A Very Different Sort Of Race
As Scientific American reports, the contest, which was sponsored by the U.S. Defense Department, was a 132-mile race for driverless vehicles. Held in the Mojave Desert in March 2004, it featured a prize of $2 million for the winner.
Five autonomous vehicles finished the course, four of them navigating the 132-mile course in less than the 10 hours required to be eligible for the prize. These are not remote-controlled cars, these are cars, and some trucks, that actually drive themselves, steering their course with on-board computers.
Not surprisingly, every contestant in the Grand Challenge was equipped with differential GPS receivers, but most teams added other tracking systems to their robots, typically inertial navigation systems.
However, two of the teams created technologies that look promising:
- A team of high school students from Palos Verdes, California installed a bright lamp in their robot and directed the light onto the ground. A camera aimed at the bright spot picks up motion in any horizontal direction, acting as a two-dimensional odometer. The team called their system, "The GroundMouse."
- A team of professional engineers from Ford, Honeywell, Delphi and Perceptek, used a similar technique on their pickup truck. A radar aimed at the ground senses Doppler shifts in the frequency of the reflected beam. The robot then calculates relative motion so that when the it loses the GPS fix on its location it can fall back on dead-reckoning navigation from its radar odometer.
But it's not enough to plot a course from Point A to Point B. To be truly "driverless" a vehicle has to be able to adapt to road conditions. To accomplish this, the teams used laser scanners. By sweeping an infrared laser beam in front of the vehicle, the scanner creates a three-dimensional image of the road ahead. The teams used various configurations of laser scanners to help their robot, "see" the road ahead.
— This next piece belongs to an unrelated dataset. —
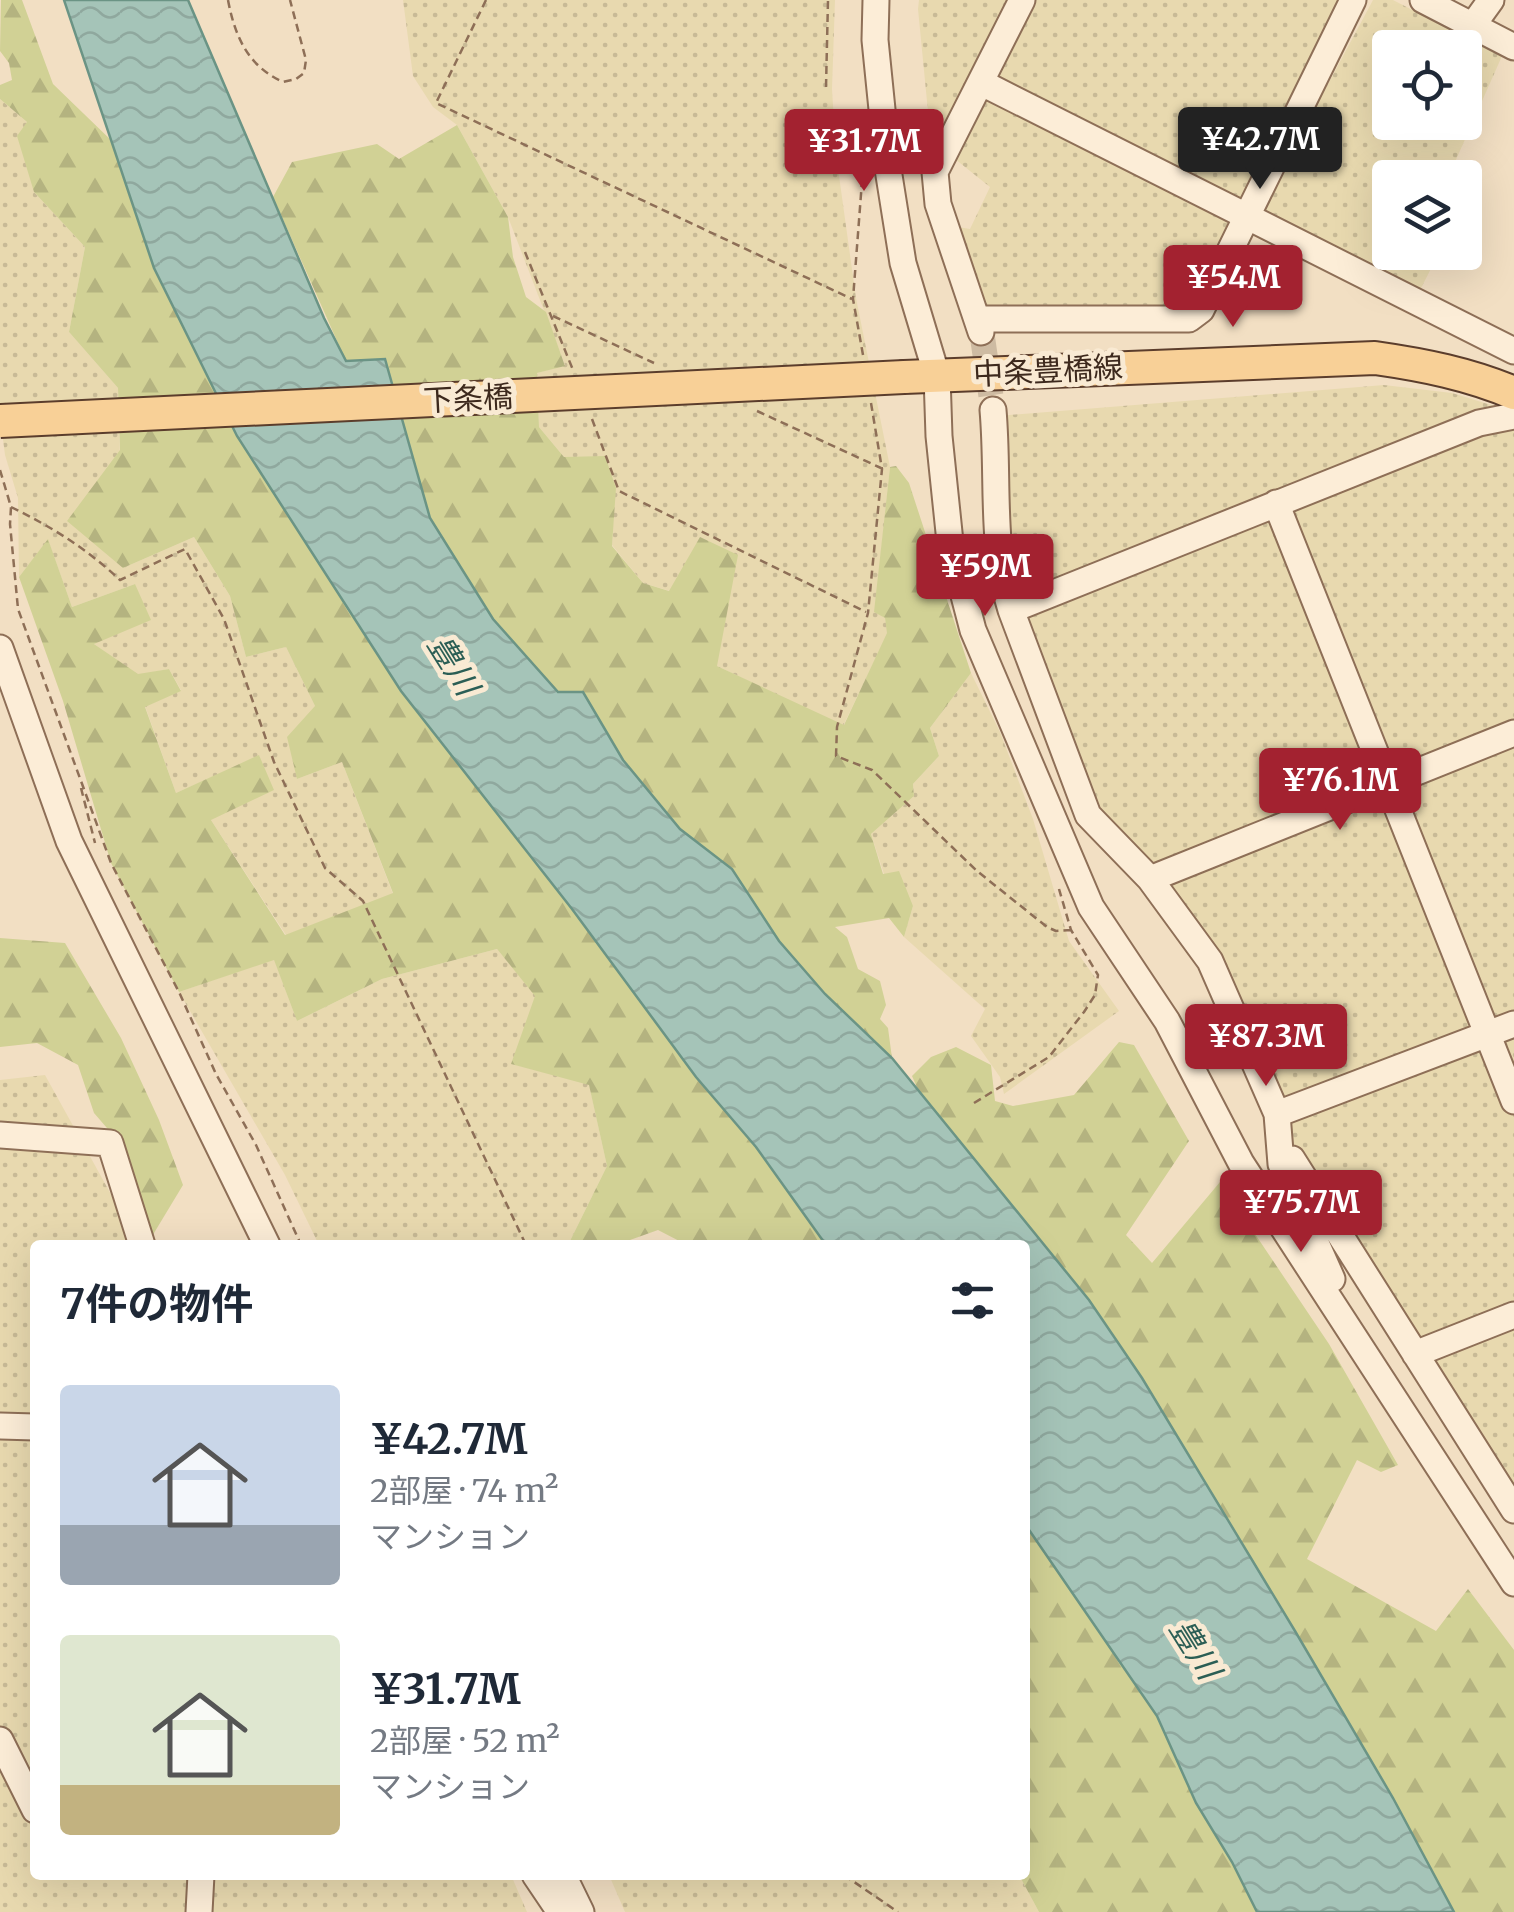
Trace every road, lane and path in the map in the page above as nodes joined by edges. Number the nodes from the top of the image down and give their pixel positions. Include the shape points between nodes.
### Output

The competition, and the $2 million was won by a team from Stanford. The differenc for the Stanford team was its vision-based speed switch. That simple tool allowed the robot to speed up whenever it saw a smooth stretch of road in front of it. However, some of the most promising technology appeared on vehicles that failed to finish.
Since the vehicles didn't actually drive themselves solely with GPS, Mr. Arellano is technically correct. But with strong military and commercial interest in the technologies that were developed, it looks like many of the teams will go full speed ahead.